A rate cut could goose some economic activity — and it also could reignite inflationary pressures. Democrats are ready to order the vodka shots now and worry about the hangover in January.
Over at The New York Times, poor Paul Krugman is practically kicking his cat and waving his Nobel Prize around while shouting about our “pre-recessionary” economy. GDP grew at 2.8% last quarter, twice the rate of the previous quarter, which is pretty decent.
And some of you will remember that not long ago when we had two consecutive quarters of GDP contraction — one of the textbook red flags for a recession — Prof. Krugman was among those denouncing all talk of recession as the work of partisans and ignoramuses.
That our most famous economist’s analysis just might be tinged with wishful partisan thinking is suggested by the frank headline of his column from the summer of 2022: “I Was Wrong about Inflation.”
Now Prof. Krugman is once again high on certitude: “It’s already clear that the Fed made a mistake by not cutting rates last week; indeed, it probably should have begun cutting months ago,” he writes, adding that the Fed “can and should make a substantial cut — probably half a percentage point, rather than its usual quarter-point — at its next meeting, scheduled for mid-September.” Prof. Krugman acknowledges that a rate cut would help Democrats but insists that the case for his policy is “overwhelming.”
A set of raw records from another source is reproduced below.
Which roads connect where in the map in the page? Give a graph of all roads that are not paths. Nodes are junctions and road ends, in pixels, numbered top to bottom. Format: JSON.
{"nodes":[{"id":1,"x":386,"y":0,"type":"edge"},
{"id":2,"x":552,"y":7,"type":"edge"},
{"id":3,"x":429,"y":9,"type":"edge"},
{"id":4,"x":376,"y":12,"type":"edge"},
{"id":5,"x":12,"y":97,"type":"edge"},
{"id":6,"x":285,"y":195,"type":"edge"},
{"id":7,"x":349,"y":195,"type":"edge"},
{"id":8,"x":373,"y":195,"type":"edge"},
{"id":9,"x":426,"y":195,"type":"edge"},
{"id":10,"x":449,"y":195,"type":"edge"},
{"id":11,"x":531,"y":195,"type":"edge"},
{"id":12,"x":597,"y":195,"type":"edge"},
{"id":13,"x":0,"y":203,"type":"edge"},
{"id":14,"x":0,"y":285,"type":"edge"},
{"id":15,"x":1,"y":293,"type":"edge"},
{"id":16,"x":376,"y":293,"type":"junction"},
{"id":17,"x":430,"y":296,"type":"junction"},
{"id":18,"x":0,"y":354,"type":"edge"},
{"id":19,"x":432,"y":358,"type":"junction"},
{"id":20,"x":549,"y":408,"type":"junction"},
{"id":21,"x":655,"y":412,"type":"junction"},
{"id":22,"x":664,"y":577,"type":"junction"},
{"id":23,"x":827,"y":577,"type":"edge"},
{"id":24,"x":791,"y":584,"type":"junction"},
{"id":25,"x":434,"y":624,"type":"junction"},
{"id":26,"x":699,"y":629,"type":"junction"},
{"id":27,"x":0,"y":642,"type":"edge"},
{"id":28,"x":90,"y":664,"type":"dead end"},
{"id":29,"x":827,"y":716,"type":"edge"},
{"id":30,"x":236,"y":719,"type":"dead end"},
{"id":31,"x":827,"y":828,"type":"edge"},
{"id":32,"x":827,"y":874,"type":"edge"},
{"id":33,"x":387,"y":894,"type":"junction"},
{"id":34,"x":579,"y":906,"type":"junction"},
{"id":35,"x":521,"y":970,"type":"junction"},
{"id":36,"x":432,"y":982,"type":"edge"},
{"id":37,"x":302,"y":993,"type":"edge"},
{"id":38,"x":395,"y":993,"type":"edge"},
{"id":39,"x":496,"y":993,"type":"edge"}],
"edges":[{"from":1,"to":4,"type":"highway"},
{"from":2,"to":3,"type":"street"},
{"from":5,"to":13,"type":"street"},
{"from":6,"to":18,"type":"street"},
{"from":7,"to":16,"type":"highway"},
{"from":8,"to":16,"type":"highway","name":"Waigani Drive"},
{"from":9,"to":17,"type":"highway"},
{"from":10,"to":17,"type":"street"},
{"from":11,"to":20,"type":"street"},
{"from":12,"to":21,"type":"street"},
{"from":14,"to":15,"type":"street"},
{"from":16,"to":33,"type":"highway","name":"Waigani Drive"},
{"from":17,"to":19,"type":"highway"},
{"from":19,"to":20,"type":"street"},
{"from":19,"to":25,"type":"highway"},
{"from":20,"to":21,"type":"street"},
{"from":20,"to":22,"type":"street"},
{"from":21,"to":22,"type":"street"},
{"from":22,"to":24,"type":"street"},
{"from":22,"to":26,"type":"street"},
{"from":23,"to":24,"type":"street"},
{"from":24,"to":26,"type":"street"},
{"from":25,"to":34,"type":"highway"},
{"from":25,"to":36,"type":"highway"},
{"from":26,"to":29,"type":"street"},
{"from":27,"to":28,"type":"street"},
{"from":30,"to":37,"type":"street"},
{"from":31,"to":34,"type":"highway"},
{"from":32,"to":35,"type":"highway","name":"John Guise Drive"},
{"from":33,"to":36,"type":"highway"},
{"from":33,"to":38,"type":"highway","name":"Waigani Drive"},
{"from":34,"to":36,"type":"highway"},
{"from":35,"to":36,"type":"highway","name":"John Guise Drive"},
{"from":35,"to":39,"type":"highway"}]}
That’s an interesting tightrope for Democrats to walk: On one hand, they want to argue that the economy has done wondrously under the management of President Biden and his No. 2.; on the other hand, they know that isn’t true, that the economy’s performance has been mediocre for many and quite bad for some, and that the right kind of signal from the Fed in September would help Democrats get economic credit rather than blame. (My usual caveat: The effect of the president on the economy is wildly exaggerated in our political discourse.)
And so the specter of “pre-recession” rises from the swamp of the New York Times editorial page and similar sources.
Harris’s choice of big-spending progressive Tim Walz as her running-mate suggests that she means to run an old-fashioned guns-and-butter-and-lots-more-butter campaign, promising voters — especially members of public-sector unions — all the ice-cream they can eat and all the ponies they can ride, the gob-smacking cost of which will be someone else’s problem in a few years.
That is, of course, a big part of how we got into the current economic mess: by overextending COVID-era stimulus measures and shunting rivers of money into an economy still constrained by supply-chain problems, with the predictable result of high inflation.
If the Fed doesn’t give Democrats what they want, look for them to trash it — the same way they have been trashing the Supreme Court since it stopped acting as a Pez dispenser for progressive social policies.
Jerome Powell, who has served with Democrats as well as Republicans, is one of the last men in Washington who seems committed to actually doing his job.
There’s no political future in that, God knows, but sometimes virtue really had better be its own reward.